The United States' merchandise trade deficit declined in October from its record level of September, although it continued to head toward a new high for the year, the Commerce Department reported yesterday.

The October deficit totaled $11.5 billion, close to the monthly average this year but far lower than the September figure, initially reported as $15.5 billion.

Nonetheless, the deficit for the first 10 months totaled $118.1 billion, and it is expected to approach $150 billion at year-end, overwhelming the record of $123.3 billion, set last year.

Commerce Secretary Malcolm Baldrige called for "greater efforts" from Congress and industry to lower the trade deficit, which has held back the country's economic growth during the year and hit hardest at America's manufacturing might.

Plant closings and the loss of 270,000 manufacturing jobs this year because of the trade deficit, moreover, have led to fierce protectionist pressures in Congress, forcing the Reagan administration to adopt a more aggressive policy against the overvalued dollar -- which is blamed for at least half the trade imbalance -- and against other countries' unfair trade tactics. The high dollar and unfair trade tactics hurt U.S. sales overseas and help foreigners sell goods to this country.

"Congress should adopt a plan to reduce federal budget deficits and bring the dollar down further. Business must modernize their facilities to compete in international markets," Baldrige said.

Alexander Trowbridge, president of the National Association of Manufacturers, said the trade deficit in manufactured goods, an area in which the United States maintained a surplus as recently as 1981, is responsible for three-fourths of the total deficit this year.

"The ability of American firms to compete has been seriously undercut by an exchange-rate system that has not been working properly and a general failure of U.S. policy to give commercial competitiveness the priority it deserves," he said.

Although the dollar has fallen about 20 percent since February, economists said the decline is unlikely to be reflected in U.S. trade figures for another six months or more.

"It is far too soon for the decline in the dollar to have any effect on the deficit," said Larry Chimerine, chairman of Chase Econometrics.

"There is a 12-month period between a move in the dollar and a move in the trade deficit," added David Wyss, senior vice president and financial economist for Data Resources Inc., a forecasting firm.

He called September's deficit of $15.5 billion "a glitch." That analysis was borne out by the Commerce Department, which said the September totals were inflated because of the slow processing by the Customs Service of trade data for July and August.
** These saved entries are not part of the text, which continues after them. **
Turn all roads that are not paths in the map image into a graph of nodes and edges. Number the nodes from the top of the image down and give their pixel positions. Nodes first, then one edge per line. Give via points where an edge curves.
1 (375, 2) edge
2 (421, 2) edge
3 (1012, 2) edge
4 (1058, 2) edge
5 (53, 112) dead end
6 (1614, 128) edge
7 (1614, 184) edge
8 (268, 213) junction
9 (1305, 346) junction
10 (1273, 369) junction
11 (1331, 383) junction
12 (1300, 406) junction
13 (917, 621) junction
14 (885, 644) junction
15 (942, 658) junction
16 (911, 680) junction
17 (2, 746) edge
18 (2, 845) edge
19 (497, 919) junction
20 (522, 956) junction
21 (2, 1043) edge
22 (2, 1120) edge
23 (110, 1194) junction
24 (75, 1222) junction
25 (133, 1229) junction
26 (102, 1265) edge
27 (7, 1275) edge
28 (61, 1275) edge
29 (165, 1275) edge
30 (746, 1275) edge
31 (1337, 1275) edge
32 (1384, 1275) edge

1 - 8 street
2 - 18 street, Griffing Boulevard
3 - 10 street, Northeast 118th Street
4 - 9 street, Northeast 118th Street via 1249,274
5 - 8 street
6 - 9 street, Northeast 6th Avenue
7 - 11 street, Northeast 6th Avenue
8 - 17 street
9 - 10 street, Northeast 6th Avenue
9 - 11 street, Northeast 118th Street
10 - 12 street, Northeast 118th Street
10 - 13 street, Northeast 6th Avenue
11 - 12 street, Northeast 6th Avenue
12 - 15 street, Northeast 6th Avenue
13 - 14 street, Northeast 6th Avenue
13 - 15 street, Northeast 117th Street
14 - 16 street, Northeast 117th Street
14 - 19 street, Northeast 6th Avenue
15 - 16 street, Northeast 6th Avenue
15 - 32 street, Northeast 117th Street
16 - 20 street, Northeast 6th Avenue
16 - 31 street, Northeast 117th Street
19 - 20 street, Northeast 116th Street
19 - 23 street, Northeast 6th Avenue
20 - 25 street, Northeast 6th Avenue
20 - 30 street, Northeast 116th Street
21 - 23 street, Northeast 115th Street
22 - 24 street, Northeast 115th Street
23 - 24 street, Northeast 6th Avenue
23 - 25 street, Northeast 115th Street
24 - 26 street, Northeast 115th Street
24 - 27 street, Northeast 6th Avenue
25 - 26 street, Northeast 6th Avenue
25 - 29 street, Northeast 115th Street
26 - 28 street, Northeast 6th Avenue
In adjustments to correct the lag in reporting, the Commerce Department lowered the September total to $12.8 billion -- more in line with the monthly averages -- and raised the unusually low figures that first had been reported for July and August.

The totals for those three months, however, portrayed the same bleak picture of high trade deficits.

Commerce Department figures showed that October's export total of $17.4 billion was $500 million less than the monthly average from January through September. In another bad sign, exports for the first 10 months of the year, which totaled $178.2 billion, registered a 1.02 percent decline from the same period last year.

"Until we see better orders for U.S. exports," said Data Resources' Chimerine, "it's hard to see how you can get a major turnaround in the trade picture. At this point, our feeling is that the trade deficit is a serious problem. There's been no fundamental improvement."

October imports totaled $28.8 billion, a slight decline from the monthly average so far this year. This came despite an increase in oil imports as dealers began building stockpiles for the winter.

But imports of foreign cars dropped sharply. The value of Japanese cars, for instance, fell a surprising 44.2 percent from September, to $1.1 billion, but the September figure was unusually high.

Most surprising, steel imports dropped a sharp 48.7 percent from last October's totals, most likely as a result of President Reagan's year-old program to cut the amount of foreign steel sold in this country. Import penetration declined to about 17.3 percent of the U.S. steel market -- the first time it had fallen under Reagan's target of 18.5 percent. Until now, foreign steel had been taking about one-fourth of the domestic market.

The biggest drop in steel shipments -- 60.6 percent -- came from the European Community, which currently is engaged in a dispute with the United States over future import limits.

The United States continued to maintain large trade deficits with most major countries. Once again, the deficit with Japan led the list, although the $3.2 billion gap for October marked a sharp decline from September's $5.1 billion.

Carried through for the full year, the U.S. trade deficit with Japan will total about $48 billion -- larger than America's entire trade deficit in 1982.

Other U.S. deficits in October were $2 billion with Canada, $1.5 billion with the European Community, $1.2 billion with OPEC nations, $966 million with Taiwan, $739 million with West Germany, $563 million with Britain, $449 million with Korea and $442 million with Mexico.